Set in the Balkans in 1995, as the Bosnian war was winding down, A Perfect Day by Fernando Leon de Aranoa follows a group of humanitarian workers as they look for rope to lift the corpse of a man out of a well and purify the water. The task proves to be much more difficult than originally expected, thanks to UN stubbornness and opposition from some of the region who seize the opportunity to make some money by selling clean water.

The film embraces the absurdism of war, with a series of moments of brilliant poetic satire, most of which happens around the main characters – a local woman walking home with cows ahead of her to guard her from hidden landmines, a man who refuses to give the men the ropes as it holds up his flag and putting it down might be a matter of life and death in times of war.

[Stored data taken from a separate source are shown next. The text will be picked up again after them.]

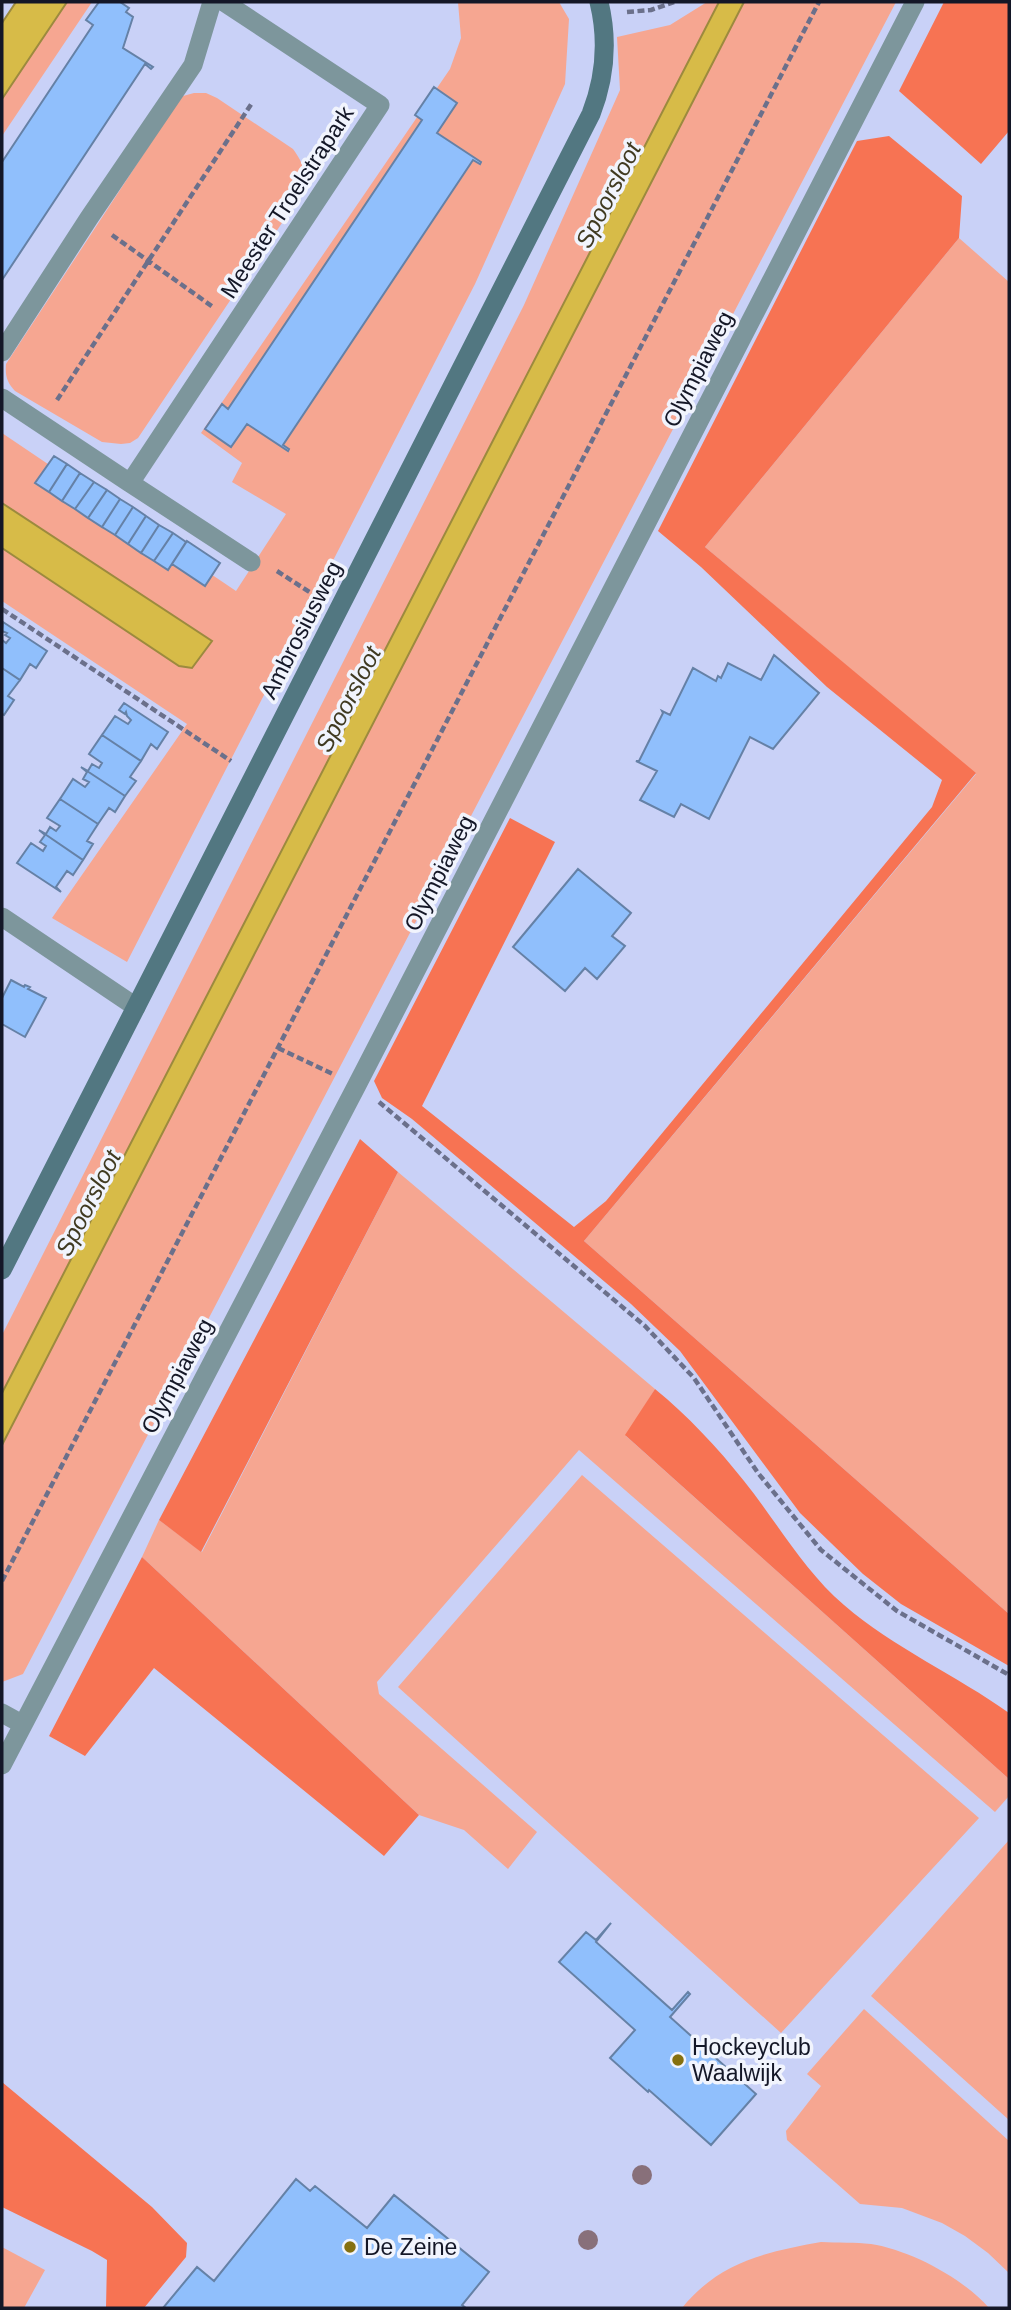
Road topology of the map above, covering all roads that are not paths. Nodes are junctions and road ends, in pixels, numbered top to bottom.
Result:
1 (212, 2) edge
2 (224, 2) edge
3 (915, 2) edge
4 (600, 8) edge
5 (2, 352) edge
6 (2, 398) edge
7 (130, 483) junction
8 (251, 562) road end
9 (2, 917) edge
10 (136, 1007) junction
11 (2, 1270) edge
12 (2, 1713) edge
13 (22, 1724) junction
14 (2, 1765) edge

1 - 5 street
2 - 7 street, Meester Troelstrapark
3 - 13 street, Olympiaweg
4 - 10 main road, Ambrosiusweg
6 - 7 street
7 - 8 street
9 - 10 street
10 - 11 main road, Ambrosiusweg
12 - 13 street
13 - 14 street, Olympiaweg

While it is admirable that A Perfect Day stays clear of preachy sanctification of the role of humanitarians, it is almost as disappointing to see it make use of such uninteresting driving plot points. Cinematographer Alex Catalan makes the most of the distinctive rocky Balkan landscape, where concealed danger could await anywhere. Furthermore, de Aranoa punctuates the film with some unusual tunes by rock and punk artists like The Ramones, The Velvet Underground and Marilyn Manson, which give it energy that manipulates the film’s contrasting wit and drama.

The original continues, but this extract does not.